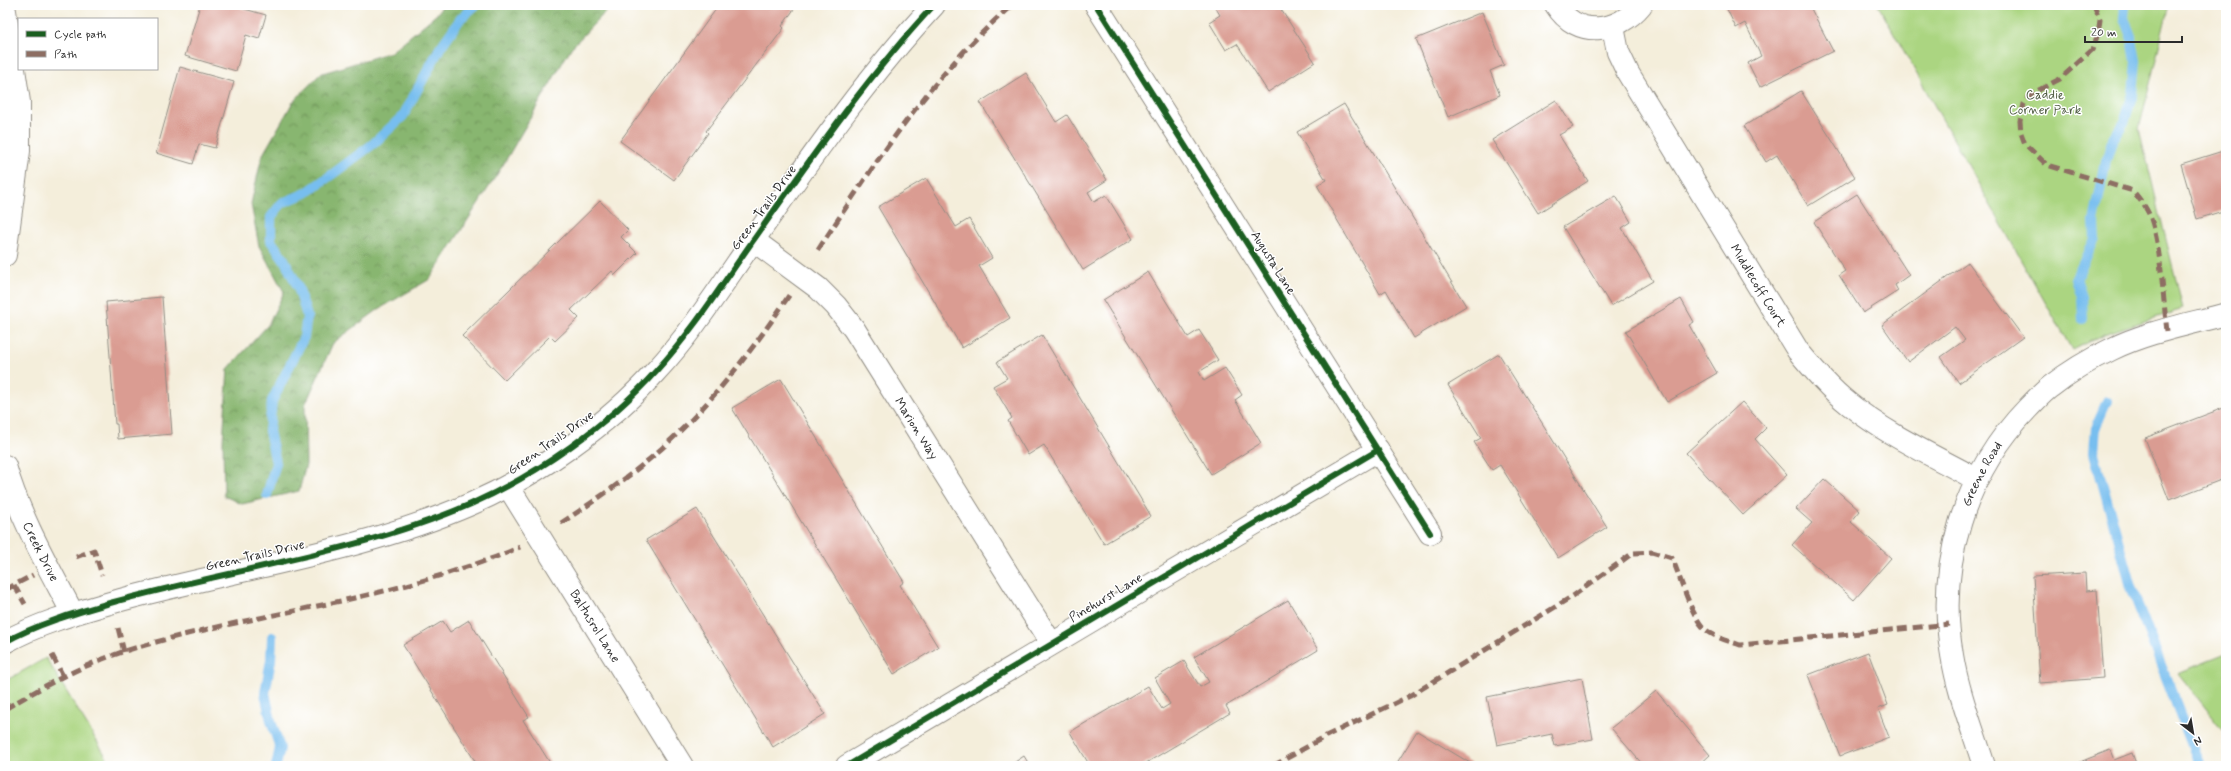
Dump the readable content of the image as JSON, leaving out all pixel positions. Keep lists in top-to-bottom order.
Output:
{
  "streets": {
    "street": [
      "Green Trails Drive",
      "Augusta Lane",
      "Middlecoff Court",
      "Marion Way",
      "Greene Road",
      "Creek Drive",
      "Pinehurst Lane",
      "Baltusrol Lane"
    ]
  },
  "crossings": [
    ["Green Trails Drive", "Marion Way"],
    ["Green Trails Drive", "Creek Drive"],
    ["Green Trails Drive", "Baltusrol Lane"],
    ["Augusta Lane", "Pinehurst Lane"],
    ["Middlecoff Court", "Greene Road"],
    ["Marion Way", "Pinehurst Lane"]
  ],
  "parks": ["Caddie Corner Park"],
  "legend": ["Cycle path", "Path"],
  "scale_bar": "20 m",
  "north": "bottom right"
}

---

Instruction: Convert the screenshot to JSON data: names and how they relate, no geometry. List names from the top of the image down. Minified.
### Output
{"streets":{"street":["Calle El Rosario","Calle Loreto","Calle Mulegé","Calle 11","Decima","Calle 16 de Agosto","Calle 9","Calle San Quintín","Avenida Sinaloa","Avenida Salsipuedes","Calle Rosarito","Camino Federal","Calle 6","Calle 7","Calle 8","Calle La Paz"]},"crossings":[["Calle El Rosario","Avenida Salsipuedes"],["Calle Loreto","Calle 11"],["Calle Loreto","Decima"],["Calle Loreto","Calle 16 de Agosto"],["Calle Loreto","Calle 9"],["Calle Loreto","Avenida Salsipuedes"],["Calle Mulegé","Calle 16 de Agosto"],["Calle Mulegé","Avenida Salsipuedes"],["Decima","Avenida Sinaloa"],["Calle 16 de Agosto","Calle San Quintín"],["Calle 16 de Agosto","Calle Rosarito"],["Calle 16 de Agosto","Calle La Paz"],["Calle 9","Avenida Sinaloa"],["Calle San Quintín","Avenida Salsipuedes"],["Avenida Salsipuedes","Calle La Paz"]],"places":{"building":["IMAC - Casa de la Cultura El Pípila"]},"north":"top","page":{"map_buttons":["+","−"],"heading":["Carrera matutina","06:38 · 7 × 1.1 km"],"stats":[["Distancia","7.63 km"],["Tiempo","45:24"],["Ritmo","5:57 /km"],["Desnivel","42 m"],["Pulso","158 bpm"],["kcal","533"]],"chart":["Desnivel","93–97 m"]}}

==

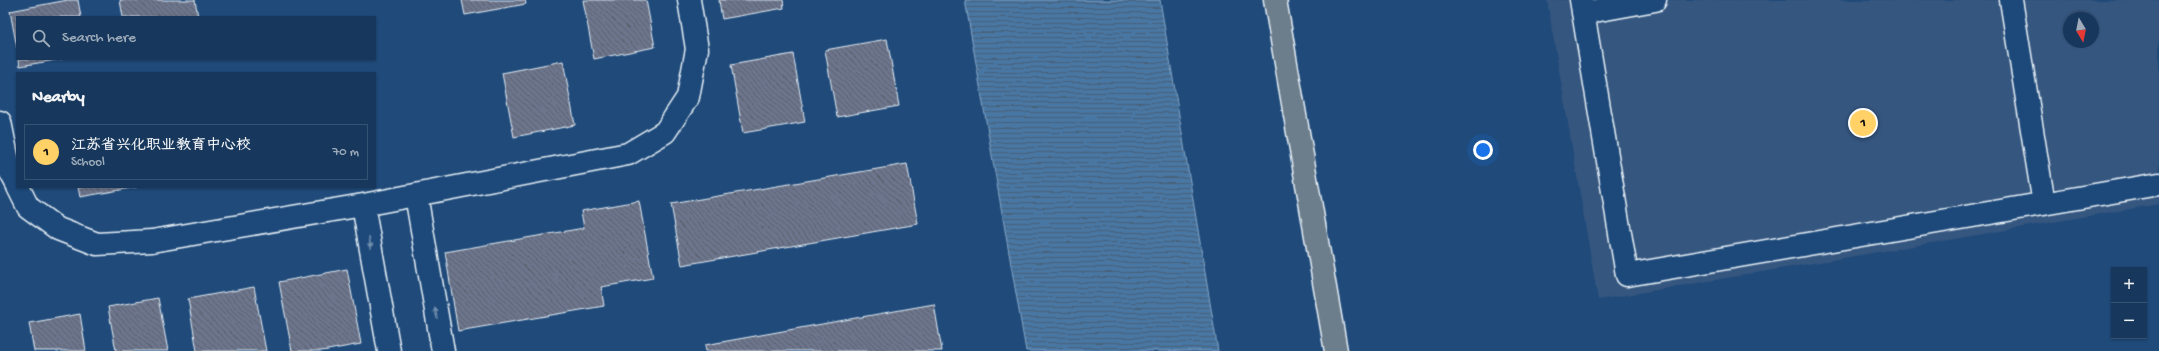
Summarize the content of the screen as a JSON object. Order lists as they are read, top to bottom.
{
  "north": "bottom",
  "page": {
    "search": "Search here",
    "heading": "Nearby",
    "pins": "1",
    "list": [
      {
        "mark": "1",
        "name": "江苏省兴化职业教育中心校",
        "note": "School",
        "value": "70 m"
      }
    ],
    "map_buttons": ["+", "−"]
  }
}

## Task statement
Look through the entries above and find each line where the word "image" occurs; copy those lines.

## Output
Dump the readable content of the image as JSON, leaving out all pixel positions. Keep lists in top-to-bottom order.
Instruction: Convert the screenshot to JSON data: names and how they relate, no geometry. List names from the top of the image down. Minified.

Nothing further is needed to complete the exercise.